## RECORDS TO USE:
================
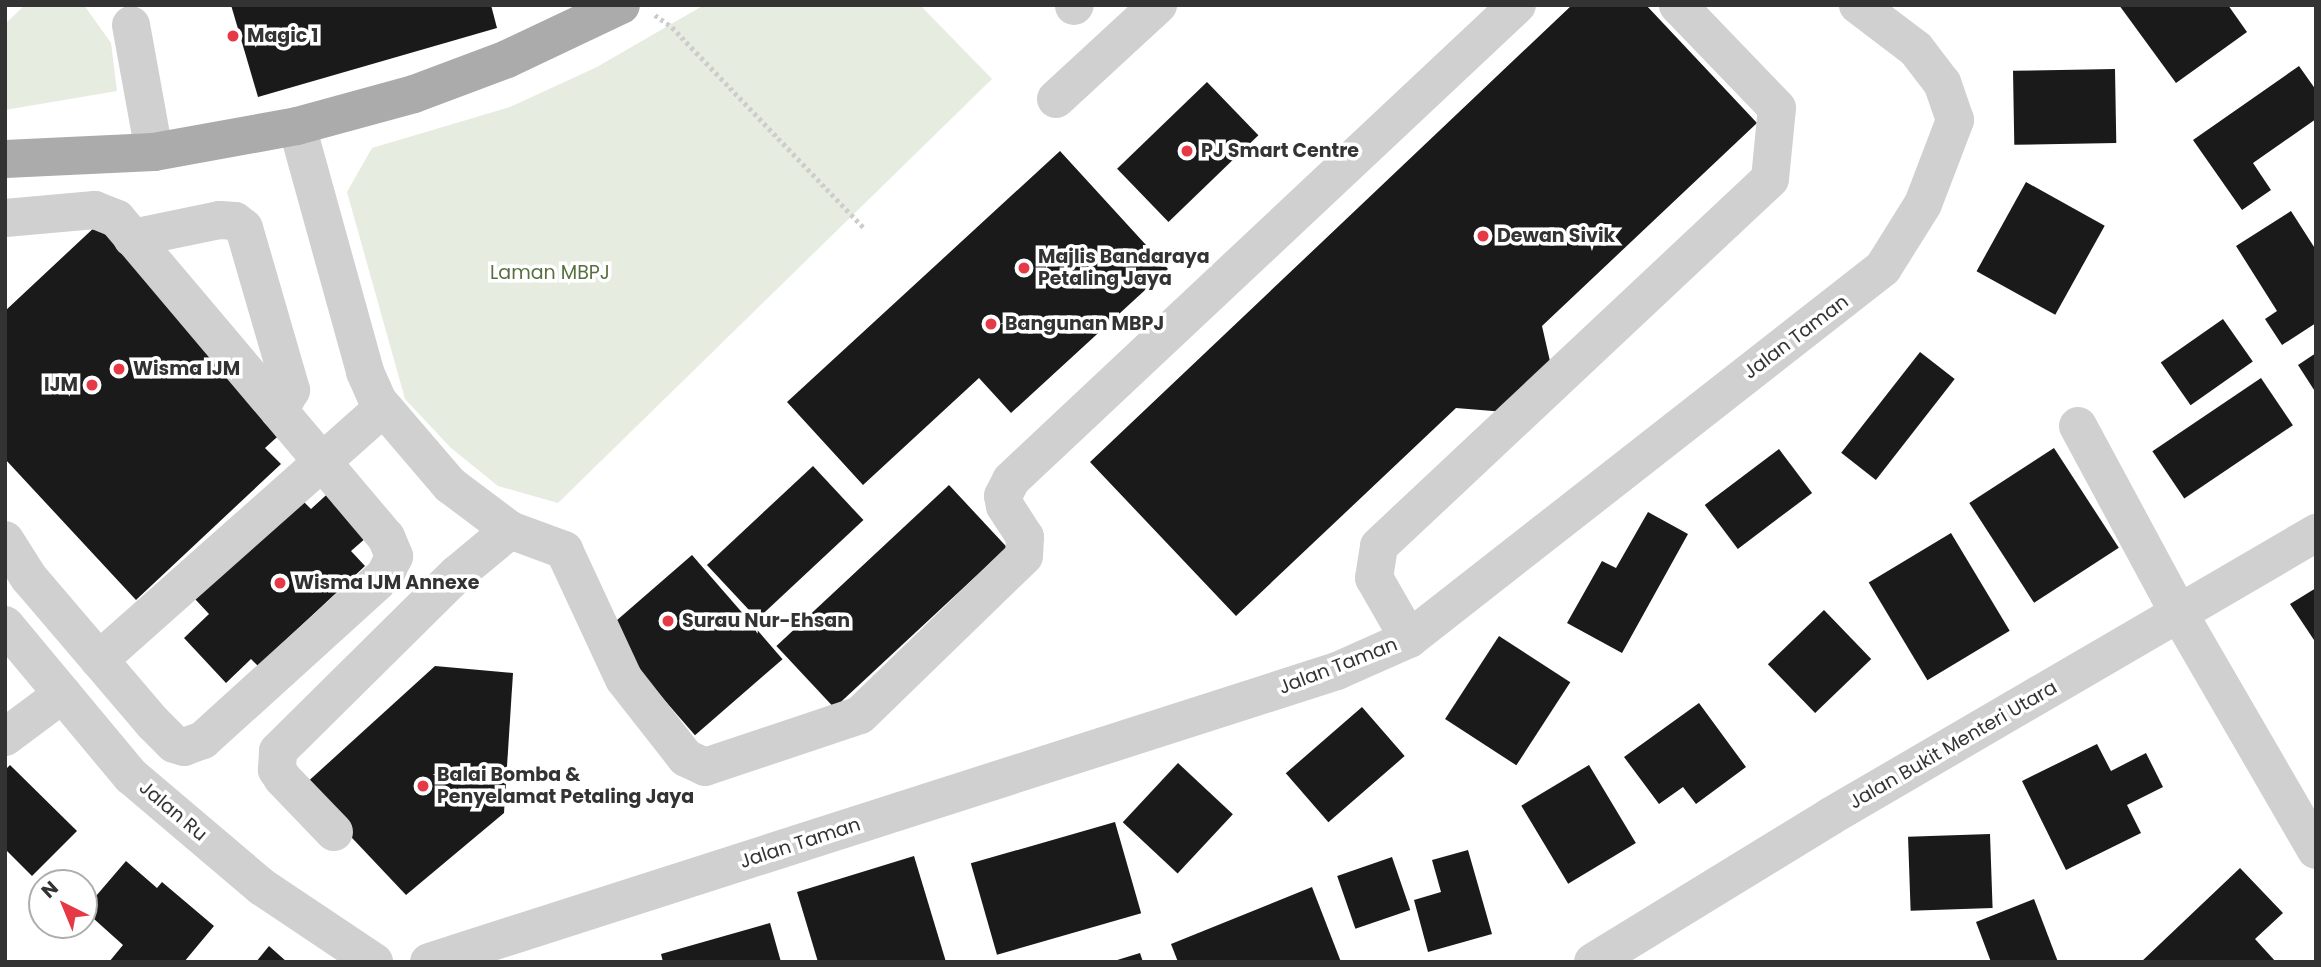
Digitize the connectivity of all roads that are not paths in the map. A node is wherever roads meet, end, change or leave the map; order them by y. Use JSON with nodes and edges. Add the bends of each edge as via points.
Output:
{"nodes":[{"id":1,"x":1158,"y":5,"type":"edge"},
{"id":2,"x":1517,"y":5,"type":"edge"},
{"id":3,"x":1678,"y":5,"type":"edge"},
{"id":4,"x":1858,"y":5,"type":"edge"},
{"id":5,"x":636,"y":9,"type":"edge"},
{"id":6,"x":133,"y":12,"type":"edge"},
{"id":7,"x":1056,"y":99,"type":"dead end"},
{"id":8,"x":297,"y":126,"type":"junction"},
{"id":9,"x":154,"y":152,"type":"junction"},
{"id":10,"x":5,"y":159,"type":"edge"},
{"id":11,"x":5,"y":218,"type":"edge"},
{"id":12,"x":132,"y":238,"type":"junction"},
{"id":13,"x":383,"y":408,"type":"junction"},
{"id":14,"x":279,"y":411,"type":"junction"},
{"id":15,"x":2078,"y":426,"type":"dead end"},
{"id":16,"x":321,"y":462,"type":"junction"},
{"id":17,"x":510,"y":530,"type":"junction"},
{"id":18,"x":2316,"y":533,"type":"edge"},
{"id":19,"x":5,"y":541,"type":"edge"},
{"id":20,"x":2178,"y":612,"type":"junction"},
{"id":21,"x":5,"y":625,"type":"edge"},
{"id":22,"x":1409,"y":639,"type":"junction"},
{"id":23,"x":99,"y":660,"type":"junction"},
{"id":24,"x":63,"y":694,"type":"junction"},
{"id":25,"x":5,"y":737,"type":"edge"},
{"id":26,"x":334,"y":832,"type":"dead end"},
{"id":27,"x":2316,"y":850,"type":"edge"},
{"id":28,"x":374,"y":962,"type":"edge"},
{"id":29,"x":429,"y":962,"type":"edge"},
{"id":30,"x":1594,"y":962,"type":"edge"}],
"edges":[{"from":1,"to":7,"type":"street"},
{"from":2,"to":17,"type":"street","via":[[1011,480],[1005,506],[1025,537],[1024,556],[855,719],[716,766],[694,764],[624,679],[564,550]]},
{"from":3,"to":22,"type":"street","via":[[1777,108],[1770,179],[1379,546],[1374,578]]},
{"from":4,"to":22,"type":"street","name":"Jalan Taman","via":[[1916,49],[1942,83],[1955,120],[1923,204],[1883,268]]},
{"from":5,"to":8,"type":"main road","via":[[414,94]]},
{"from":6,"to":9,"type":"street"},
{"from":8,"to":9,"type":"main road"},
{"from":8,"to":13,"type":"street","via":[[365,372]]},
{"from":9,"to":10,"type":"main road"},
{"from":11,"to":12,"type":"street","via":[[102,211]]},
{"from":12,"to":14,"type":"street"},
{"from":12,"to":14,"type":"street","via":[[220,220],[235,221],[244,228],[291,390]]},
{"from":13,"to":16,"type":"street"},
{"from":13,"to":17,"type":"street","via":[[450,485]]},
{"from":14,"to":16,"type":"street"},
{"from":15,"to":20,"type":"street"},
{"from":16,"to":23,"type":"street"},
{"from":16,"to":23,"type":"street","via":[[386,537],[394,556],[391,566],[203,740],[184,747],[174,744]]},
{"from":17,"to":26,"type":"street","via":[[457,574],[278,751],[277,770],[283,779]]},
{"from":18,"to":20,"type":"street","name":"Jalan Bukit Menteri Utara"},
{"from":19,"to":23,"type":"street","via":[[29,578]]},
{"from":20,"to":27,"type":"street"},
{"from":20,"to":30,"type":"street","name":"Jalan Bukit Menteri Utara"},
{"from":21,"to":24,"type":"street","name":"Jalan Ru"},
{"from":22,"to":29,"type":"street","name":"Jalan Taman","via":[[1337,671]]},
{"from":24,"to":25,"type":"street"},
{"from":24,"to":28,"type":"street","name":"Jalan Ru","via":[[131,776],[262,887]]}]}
================
## YOUR ASSIGNMENT:
With the data above as the source, tally the lines that include the string "Menteri", and give that figure alone.

## RESULT OF THIS EXERCISE:
2